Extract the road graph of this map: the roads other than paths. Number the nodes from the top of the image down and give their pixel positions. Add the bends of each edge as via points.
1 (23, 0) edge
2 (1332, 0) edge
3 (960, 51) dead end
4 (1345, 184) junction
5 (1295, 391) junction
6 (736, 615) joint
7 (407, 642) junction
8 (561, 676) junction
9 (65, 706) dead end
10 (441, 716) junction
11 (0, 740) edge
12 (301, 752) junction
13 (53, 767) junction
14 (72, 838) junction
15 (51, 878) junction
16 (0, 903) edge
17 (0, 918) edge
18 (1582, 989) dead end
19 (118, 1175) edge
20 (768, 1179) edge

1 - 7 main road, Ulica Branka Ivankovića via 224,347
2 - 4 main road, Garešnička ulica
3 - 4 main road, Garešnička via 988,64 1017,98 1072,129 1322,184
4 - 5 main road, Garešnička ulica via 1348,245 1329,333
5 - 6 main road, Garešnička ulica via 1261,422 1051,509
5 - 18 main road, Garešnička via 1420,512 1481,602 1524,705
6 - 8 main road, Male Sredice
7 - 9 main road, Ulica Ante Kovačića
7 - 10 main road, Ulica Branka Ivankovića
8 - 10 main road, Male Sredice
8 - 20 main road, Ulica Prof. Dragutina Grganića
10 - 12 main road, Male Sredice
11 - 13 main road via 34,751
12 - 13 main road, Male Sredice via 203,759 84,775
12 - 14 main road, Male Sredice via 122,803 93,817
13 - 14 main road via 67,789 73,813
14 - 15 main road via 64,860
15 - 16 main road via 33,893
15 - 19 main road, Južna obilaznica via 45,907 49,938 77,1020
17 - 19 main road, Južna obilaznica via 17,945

----

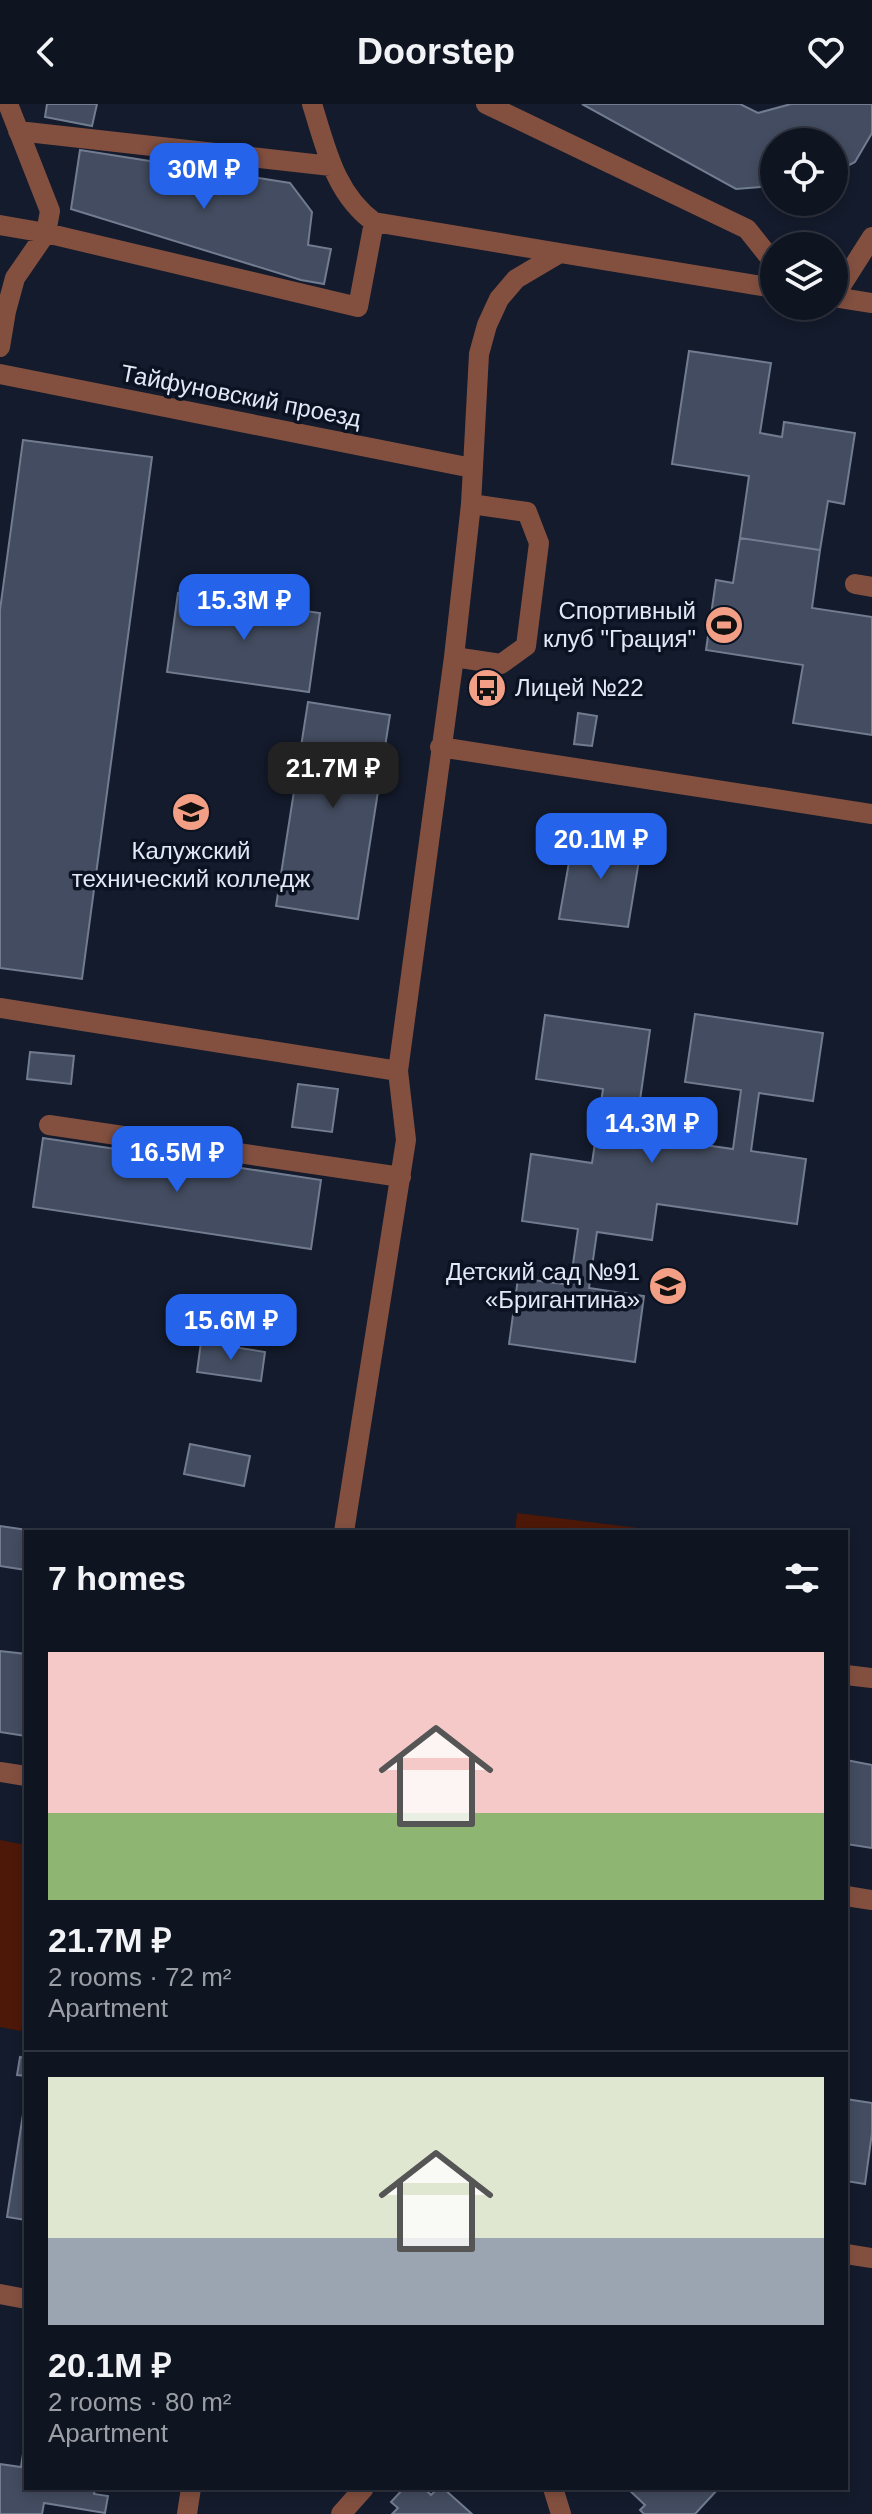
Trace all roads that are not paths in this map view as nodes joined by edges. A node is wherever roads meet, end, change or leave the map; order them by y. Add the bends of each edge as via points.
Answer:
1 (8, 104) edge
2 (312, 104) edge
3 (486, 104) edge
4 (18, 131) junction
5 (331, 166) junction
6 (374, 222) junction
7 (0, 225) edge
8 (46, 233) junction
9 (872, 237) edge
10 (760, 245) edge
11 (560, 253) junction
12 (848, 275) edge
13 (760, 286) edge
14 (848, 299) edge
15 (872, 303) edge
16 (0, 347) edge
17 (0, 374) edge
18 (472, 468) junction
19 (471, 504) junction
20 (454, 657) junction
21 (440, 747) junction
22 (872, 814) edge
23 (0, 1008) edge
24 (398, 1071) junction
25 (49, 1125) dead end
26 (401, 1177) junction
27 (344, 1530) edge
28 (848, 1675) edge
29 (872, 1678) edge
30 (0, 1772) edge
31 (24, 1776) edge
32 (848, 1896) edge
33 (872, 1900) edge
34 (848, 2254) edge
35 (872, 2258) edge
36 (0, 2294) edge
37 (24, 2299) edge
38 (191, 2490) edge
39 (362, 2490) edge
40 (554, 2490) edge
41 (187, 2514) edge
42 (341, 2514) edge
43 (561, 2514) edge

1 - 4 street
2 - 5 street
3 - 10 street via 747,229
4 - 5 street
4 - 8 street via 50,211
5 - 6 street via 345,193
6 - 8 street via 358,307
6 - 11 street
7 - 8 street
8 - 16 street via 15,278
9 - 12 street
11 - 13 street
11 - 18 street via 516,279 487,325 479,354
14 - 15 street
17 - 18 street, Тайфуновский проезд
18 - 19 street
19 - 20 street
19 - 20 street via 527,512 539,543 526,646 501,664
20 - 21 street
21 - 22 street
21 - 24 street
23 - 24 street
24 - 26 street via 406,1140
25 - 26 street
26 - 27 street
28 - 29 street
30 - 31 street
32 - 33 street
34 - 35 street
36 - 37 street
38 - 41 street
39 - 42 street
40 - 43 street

----

> ACTION ITEM
How many lines in this material contain the string "Branka"? State the number alone.

> ANSWER SPACE
2